> **Exercise material**
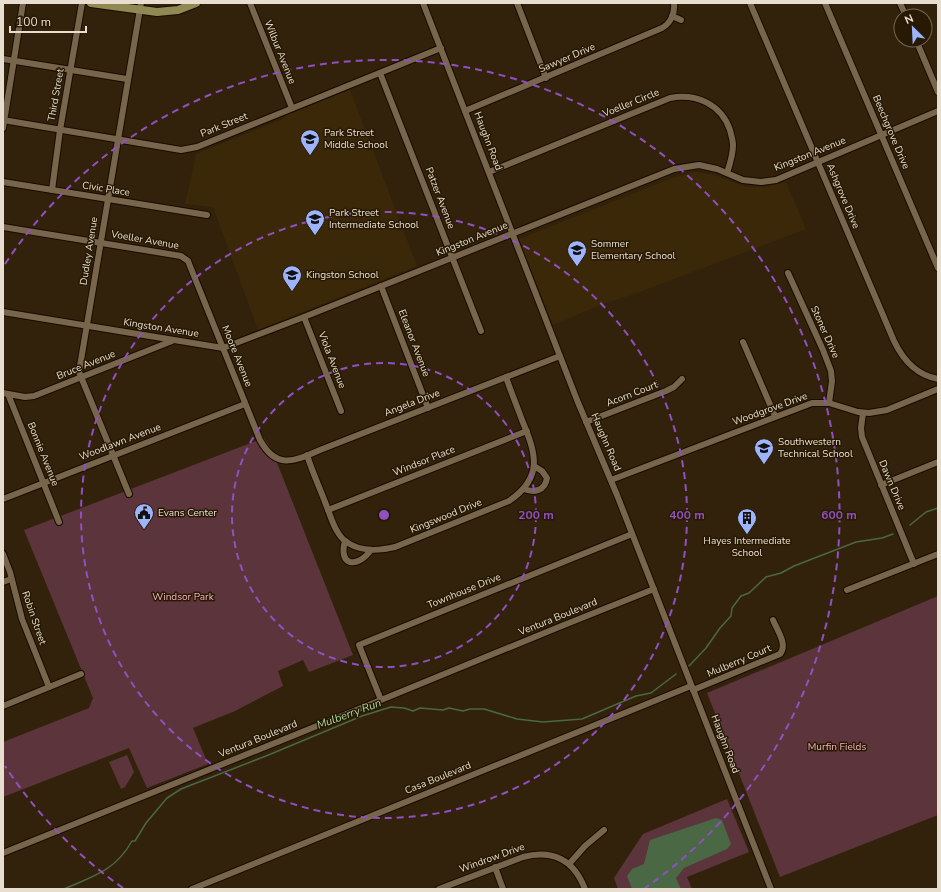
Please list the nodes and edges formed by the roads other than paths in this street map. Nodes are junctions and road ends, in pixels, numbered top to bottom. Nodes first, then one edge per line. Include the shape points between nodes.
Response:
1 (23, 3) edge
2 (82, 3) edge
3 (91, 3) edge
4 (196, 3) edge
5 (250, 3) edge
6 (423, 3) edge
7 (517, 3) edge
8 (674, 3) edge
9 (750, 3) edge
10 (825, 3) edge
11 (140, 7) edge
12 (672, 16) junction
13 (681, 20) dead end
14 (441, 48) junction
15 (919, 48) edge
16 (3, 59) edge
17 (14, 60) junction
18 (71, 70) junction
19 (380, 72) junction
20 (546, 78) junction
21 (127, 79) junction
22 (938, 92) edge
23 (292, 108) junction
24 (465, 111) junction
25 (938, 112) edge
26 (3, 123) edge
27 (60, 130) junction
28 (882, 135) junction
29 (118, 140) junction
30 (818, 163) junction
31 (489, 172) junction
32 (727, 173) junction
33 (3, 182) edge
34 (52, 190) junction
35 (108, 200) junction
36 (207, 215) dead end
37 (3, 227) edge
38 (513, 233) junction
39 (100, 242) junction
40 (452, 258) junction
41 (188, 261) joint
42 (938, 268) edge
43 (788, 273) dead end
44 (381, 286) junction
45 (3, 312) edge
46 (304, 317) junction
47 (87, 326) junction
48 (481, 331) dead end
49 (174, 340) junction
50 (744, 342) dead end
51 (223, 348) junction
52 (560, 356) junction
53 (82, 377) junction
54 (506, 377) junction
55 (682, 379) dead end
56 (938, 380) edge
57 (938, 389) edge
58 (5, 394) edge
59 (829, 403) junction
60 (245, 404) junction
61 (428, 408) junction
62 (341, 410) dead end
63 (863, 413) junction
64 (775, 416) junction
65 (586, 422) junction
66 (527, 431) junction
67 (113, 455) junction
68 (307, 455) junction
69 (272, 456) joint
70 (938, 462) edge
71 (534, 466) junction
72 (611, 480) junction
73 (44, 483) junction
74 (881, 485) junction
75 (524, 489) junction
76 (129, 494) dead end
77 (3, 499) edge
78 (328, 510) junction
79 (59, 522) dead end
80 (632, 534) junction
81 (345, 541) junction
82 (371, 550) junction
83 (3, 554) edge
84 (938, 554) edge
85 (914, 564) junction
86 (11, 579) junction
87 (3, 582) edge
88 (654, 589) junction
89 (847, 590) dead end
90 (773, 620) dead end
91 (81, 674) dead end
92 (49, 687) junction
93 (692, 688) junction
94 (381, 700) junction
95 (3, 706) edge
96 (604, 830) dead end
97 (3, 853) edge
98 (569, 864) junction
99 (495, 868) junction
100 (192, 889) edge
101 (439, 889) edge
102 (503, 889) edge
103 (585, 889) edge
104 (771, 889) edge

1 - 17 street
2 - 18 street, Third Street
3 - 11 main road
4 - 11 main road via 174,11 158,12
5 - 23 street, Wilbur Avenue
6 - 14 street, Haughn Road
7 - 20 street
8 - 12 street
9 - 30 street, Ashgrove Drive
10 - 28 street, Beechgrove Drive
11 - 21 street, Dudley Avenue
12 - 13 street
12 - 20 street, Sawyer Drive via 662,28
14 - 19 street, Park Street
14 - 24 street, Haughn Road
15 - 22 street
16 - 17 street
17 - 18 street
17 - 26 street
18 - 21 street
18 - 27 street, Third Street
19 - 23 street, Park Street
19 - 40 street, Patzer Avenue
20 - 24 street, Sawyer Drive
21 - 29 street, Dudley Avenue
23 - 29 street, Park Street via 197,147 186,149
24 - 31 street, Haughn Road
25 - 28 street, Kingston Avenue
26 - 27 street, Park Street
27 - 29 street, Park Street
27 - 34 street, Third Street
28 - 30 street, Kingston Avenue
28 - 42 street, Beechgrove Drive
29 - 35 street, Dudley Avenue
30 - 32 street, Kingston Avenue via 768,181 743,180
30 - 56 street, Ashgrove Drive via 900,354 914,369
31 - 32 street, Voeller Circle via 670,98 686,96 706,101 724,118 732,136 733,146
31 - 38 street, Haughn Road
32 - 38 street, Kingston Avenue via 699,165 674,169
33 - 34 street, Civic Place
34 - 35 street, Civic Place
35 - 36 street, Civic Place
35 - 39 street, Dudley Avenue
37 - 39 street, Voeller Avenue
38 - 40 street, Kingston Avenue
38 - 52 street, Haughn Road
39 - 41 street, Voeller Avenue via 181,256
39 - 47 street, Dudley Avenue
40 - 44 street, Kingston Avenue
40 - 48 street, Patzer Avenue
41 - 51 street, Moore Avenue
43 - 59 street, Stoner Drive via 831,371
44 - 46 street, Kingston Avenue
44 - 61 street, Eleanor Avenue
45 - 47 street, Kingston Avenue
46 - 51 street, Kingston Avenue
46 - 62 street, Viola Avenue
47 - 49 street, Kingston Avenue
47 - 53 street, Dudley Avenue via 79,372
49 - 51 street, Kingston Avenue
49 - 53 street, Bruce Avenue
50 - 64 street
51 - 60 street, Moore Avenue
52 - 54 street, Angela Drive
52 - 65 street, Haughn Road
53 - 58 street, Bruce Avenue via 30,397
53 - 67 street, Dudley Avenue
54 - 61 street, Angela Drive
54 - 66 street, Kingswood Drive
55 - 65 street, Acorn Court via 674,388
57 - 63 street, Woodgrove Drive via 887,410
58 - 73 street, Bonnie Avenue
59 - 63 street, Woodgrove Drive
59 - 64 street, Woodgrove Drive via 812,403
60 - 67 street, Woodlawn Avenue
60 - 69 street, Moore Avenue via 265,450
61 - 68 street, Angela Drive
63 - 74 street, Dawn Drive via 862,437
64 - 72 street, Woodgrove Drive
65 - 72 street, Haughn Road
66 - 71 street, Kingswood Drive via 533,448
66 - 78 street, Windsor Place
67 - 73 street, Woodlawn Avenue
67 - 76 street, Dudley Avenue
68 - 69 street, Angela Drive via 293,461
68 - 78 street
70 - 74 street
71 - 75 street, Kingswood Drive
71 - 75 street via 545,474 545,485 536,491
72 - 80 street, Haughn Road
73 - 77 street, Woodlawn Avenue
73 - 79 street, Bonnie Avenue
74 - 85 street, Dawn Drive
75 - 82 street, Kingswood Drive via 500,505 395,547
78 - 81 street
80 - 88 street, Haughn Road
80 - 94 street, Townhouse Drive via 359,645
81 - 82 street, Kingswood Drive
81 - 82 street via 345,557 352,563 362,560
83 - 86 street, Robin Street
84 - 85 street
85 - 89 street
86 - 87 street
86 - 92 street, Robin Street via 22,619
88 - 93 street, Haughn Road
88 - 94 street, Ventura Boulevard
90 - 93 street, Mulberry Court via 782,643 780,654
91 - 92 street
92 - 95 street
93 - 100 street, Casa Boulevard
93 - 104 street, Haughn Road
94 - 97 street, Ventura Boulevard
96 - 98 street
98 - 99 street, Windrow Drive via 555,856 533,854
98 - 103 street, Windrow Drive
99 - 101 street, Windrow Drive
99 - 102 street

> **Exercise aim**
Copy every line of the material above in which the string "Sawyer" can be found.

> **Task answer**
12 - 20 street, Sawyer Drive via 662,28
20 - 24 street, Sawyer Drive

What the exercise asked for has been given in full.